OPINION ON PETITION TO REHEAR
Before the Court is a petition to rehear by the State pursuant to Rule 39, Tenn.R. App.P. The State is aggrieved with this Court’s reversal of the trial court’s judgment for two reasons. First, the State contends that this Court overlooks and misapprehends a material proposition of law relating to the quantum of evidence necessary for a petitioner to carry his burden of proof in a post-conviction proceeding. Secondly, the State alleges that the opinion of this Court relies upon matters of fact upon which the parties have not been heard and which are open to reasonable dispute. The State also files two affidavits styled as exhibits to their petition.
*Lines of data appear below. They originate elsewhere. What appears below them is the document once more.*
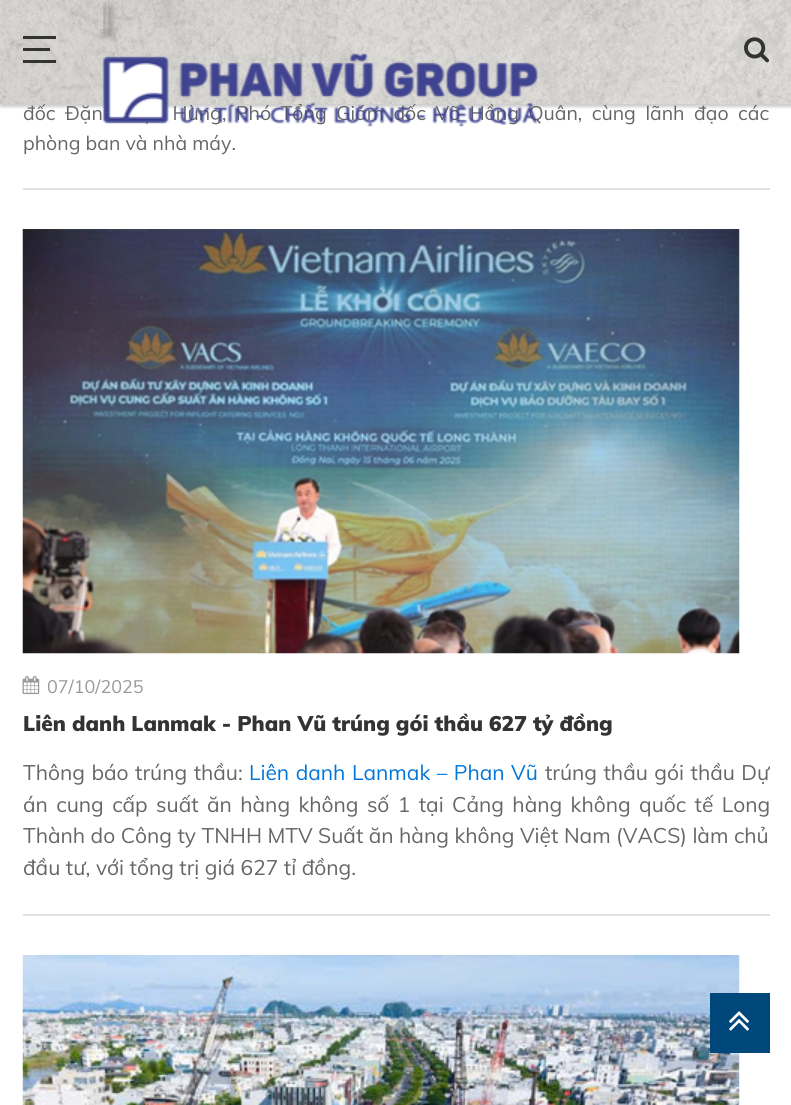 #include <cairo/cairo.h>
#include <math.h>
#include <stddef.h>


static void draw_spaced(cairo_t *cr, double x, double y, const char *s, double letter, double word) {
  cairo_move_to(cr, x, y);
  while (*s) {
    char ch[5] = {0};
    int n = 0;
    do ch[n++] = *s++; while ((*s & 0xC0) == 0x80);
    cairo_show_text(cr, ch);
    cairo_rel_move_to(cr, letter + word * (*ch == ' '), 0);
  }
}

static void rounded_rect(cairo_t *cr, double x, double y, double w, double h, double r) {
  cairo_new_sub_path(cr);
  cairo_arc(cr, x + w - r, y + h - r, r, 0, M_PI / 2);
  cairo_arc(cr, x + r, y + h - r, r, M_PI / 2, M_PI);
  cairo_arc(cr, x + r, y + r, r, M_PI, 1.5 * M_PI);
  cairo_arc(cr, x + w - r, y + r, r, 1.5 * M_PI, 2 * M_PI);
  cairo_close_path(cr);
}

static void draw_shadow(cairo_t *cr, double x, double y, double w, double h, double r, double blur, double alpha) {
  cairo_push_group_with_content(cr, CAIRO_CONTENT_ALPHA);
  cairo_set_operator(cr, CAIRO_OPERATOR_SOURCE);
  for (int i = 15; i >= -15 && fmin(w, h) + blur * i / 3 > 0; i -= 2) {
    double e = blur * i / 6;
    cairo_set_source_rgba(cr, 0, 0, 0, alpha * erfc((i - 1) / 8.5) / 2);
    rounded_rect(cr, x - e, y - e, w + 2 * e, h + 2 * e, fmax(0, fmin(r + e + blur * .6, fmin(w, h) / 2 + e)));
    cairo_fill(cr);
  }
  cairo_pattern_t *soft = cairo_pop_group(cr);
  cairo_mask(cr, soft);
  cairo_pattern_destroy(soft);
}

static void draw_image(cairo_t *cr, const char *path, double x, double y, double w, double h) {
  cairo_surface_t *image = cairo_image_surface_create_from_png(path);
  cairo_save(cr);
  cairo_set_source_surface(cr, image, x, y);
  cairo_rectangle(cr, x, y, w, h);
  cairo_fill(cr);
  cairo_restore(cr);
  cairo_surface_destroy(image);
}

static void draw(cairo_t *cr) {
  cairo_set_source_rgb(cr, 1, 1, 1);
  cairo_paint(cr);
  cairo_set_source_rgb(cr, 0, 0, 0);
  draw_shadow(cr, 0, 2, 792, 105, 0, 1.5, 0.2);
  draw_image(cr, "images/1.png", 0, 0, 791, 104);
  cairo_set_source_rgb(cr, 51 / 255.0, 51 / 255.0, 51 / 255.0);
  cairo_rectangle(cr, 23, 36, 33, 3);
  cairo_fill(cr);
  cairo_rectangle(cr, 23, 48, 27, 3);
  cairo_fill(cr);
  cairo_rectangle(cr, 23, 60, 33, 3);
  cairo_fill(cr);
  cairo_save(cr);
  cairo_set_fill_rule(cr, CAIRO_FILL_RULE_EVEN_ODD);
  cairo_new_path(cr);
  cairo_move_to(cr, 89, 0);
  cairo_line_to(cr, 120, 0);
  cairo_line_to(cr, 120, 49);
  cairo_line_to(cr, 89, 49);
  cairo_close_path(cr);
  cairo_move_to(cr, 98, -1);
  cairo_line_to(cr, 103, -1);
  cairo_line_to(cr, 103, 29);
  cairo_line_to(cr, 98, 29);
  cairo_close_path(cr);
  cairo_clip(cr);
  cairo_set_source_rgb(cr, 0, 0, 0);
  draw_shadow(cr, 102, 6, 5, 30, 0, 4, 0.2);
  cairo_restore(cr);
  cairo_save(cr);
  cairo_set_fill_rule(cr, CAIRO_FILL_RULE_EVEN_ODD);
  cairo_new_path(cr);
  cairo_move_to(cr, 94, 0);
  cairo_line_to(cr, 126, 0);
  cairo_line_to(cr, 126, 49);
  cairo_line_to(cr, 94, 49);
  cairo_close_path(cr);
  cairo_move_to(cr, 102, -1);
  cairo_line_to(cr, 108, -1);
  cairo_line_to(cr, 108, 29);
  cairo_line_to(cr, 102, 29);
  cairo_close_path(cr);
  cairo_clip(cr);
  cairo_set_source_rgb(cr, 0, 0, 0);
  draw_shadow(cr, 107, 6, 6, 30, 0, 4, 0.2);
  cairo_restore(cr);
  draw_image(cr, "images/3.png", 744, 37, 26, 26);
  cairo_set_source_rgb(cr, 225 / 255.0, 225 / 255.0, 225 / 255.0);
  cairo_rectangle(cr, 23, 188, 747, 2);
  cairo_fill(cr);
  cairo_rectangle(cr, 23, 914, 747, 2);
  cairo_fill(cr);
  draw_image(cr, "images/4.png", 22, 229, 718, 425);
  draw_image(cr, "images/5.png", 22, 676, 18, 19);
  draw_image(cr, "images/6.png", 22, 955, 718, 150);
  cairo_set_source_rgb(cr, 0, 71 / 255.0, 123 / 255.0);
  cairo_rectangle(cr, 710, 993, 60, 60);
  cairo_fill(cr);
  draw_image(cr, "images/7.png", 729, 1011, 21, 20);
  cairo_select_font_face(cr, "Muli", CAIRO_FONT_SLANT_NORMAL, CAIRO_FONT_WEIGHT_NORMAL);
  cairo_set_font_size(cr, 19.5);
  cairo_set_source_rgb(cr, 102 / 255.0, 102 / 255.0, 102 / 255.0);
  draw_spaced(cr, 23, 120, "đốc Đặn", 0, 4.4);
  draw_spaced(cr, 141, 120, "ện Hùng, Phó Tổng Giám đốc Võ Hồng Quân, cùng lãnh đạo các", 0, 4.4);
  draw_image(cr, "images/2.png", 102, 53, 436, 74);
  cairo_move_to(cr, 23, 150);
  cairo_show_text(cr, "phòng ban và nhà máy.");
  cairo_set_font_size(cr, 18);
  cairo_set_source_rgb(cr, 153 / 255.0, 153 / 255.0, 153 / 255.0);
  cairo_move_to(cr, 47, 693);
  cairo_show_text(cr, "07/10/2025");
  cairo_select_font_face(cr, "Muli Black", CAIRO_FONT_SLANT_NORMAL, CAIRO_FONT_WEIGHT_NORMAL);
  cairo_set_font_size(cr, 21);
  cairo_set_source_rgb(cr, 51 / 255.0, 51 / 255.0, 51 / 255.0);
  cairo_move_to(cr, 23, 731);
  cairo_show_text(cr, "Liên danh Lanmak - Phan Vũ trúng gói thầu 627 tỷ đồng");
  cairo_select_font_face(cr, "Muli", CAIRO_FONT_SLANT_NORMAL, CAIRO_FONT_WEIGHT_NORMAL);
  cairo_set_source_rgb(cr, 102 / 255.0, 102 / 255.0, 102 / 255.0);
  draw_spaced(cr, 23, 780, "Thông báo trúng thầu:", 0, 1);
  cairo_set_source_rgb(cr, 2 / 255.0, 117 / 255.0, 216 / 255.0);
  draw_spaced(cr, 249, 780, "Liên danh", 0, 1);
  draw_spaced(cr, 352, 780, "Lanmak – Phan Vũ", 0, 1);
  cairo_set_source_rgb(cr, 102 / 255.0, 102 / 255.0, 102 / 255.0);
  draw_spaced(cr, 545, 780, "trúng thầu gói thầu Dự", 0, 1);
  draw_spaced(cr, 23, 812, "án cung cấp suất ăn hàng không số 1 tại Cảng hàng không quốc tế Long", 0, 2.9);
  cairo_move_to(cr, 23, 843);
  cairo_show_text(cr, "Thành do Công ty TNHH MTV Suất ăn hàng không Việt Nam (VACS) làm chủ");
  cairo_move_to(cr, 23, 875);
  cairo_show_text(cr, "đầu tư, với tổng trị giá 627 tỉ đồng.");
}

int main(void) {
  cairo_surface_t *surface = cairo_image_surface_create(CAIRO_FORMAT_RGB24, 791, 1105);
  cairo_t *cr = cairo_create(surface);
  cairo_font_options_t *options = cairo_font_options_create();
  cairo_font_options_set_hint_metrics(options, CAIRO_HINT_METRICS_OFF);
  cairo_font_options_set_hint_style(options, CAIRO_HINT_STYLE_NONE);
  cairo_set_font_options(cr, options);
  cairo_set_miter_limit(cr, 4);
  draw(cr);
  cairo_surface_write_to_png(surface, "out.png");
  cairo_font_options_destroy(options);
  cairo_destroy(cr);
  cairo_surface_destroy(surface);
  return 0;
}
The specific relief requested is the remand of this case to the trial court with instructions to conduct a further hearing upon the issue of ineffective assistance of counsel. For various reasons, both procedural and substantive, we cannot agree with the State.
As to the State’s first argument, we disagree with the State’s reliance upon Morgan v. State, 1 Tenn.Cr.App. 454, 445 S.W.2d 477 (1969) for the proposition that the uncorroborated testimony of a post-conviction petitioner per se does not sustain the burden of proof resting upon him.1 In the case sub judice, appellant alleged the ineffectiveness of counsel as to pretrial consultation and preparation. Under such circumstances, and given the confidential nature of attorney-client relationships, the prospects are remote that any appellant would be able to offer witnesses to corroborate his testimony. The convoluted rea-*63soiling of the State is especially revealed in the converse of its argument. To hold as the State contends effectively would preclude the trial court from upholding appellant’s claim of counsel ineffectiveness, even where the court is convinced as to the veracity of appellant’s testimony and the validity of his argument. Such a holding clearly would contradict the spirit if not the letter of our Supreme Court’s ruling in Baxter v. Rose, 523 S.W.2d 930 (Tenn.1975). Moreover, to embrace Morgan, under these circumstances, would work an injustice and generally serve as authority to defeat any petitioner who claims pretrial ineffectiveness of counsel in a post-conviction proceeding.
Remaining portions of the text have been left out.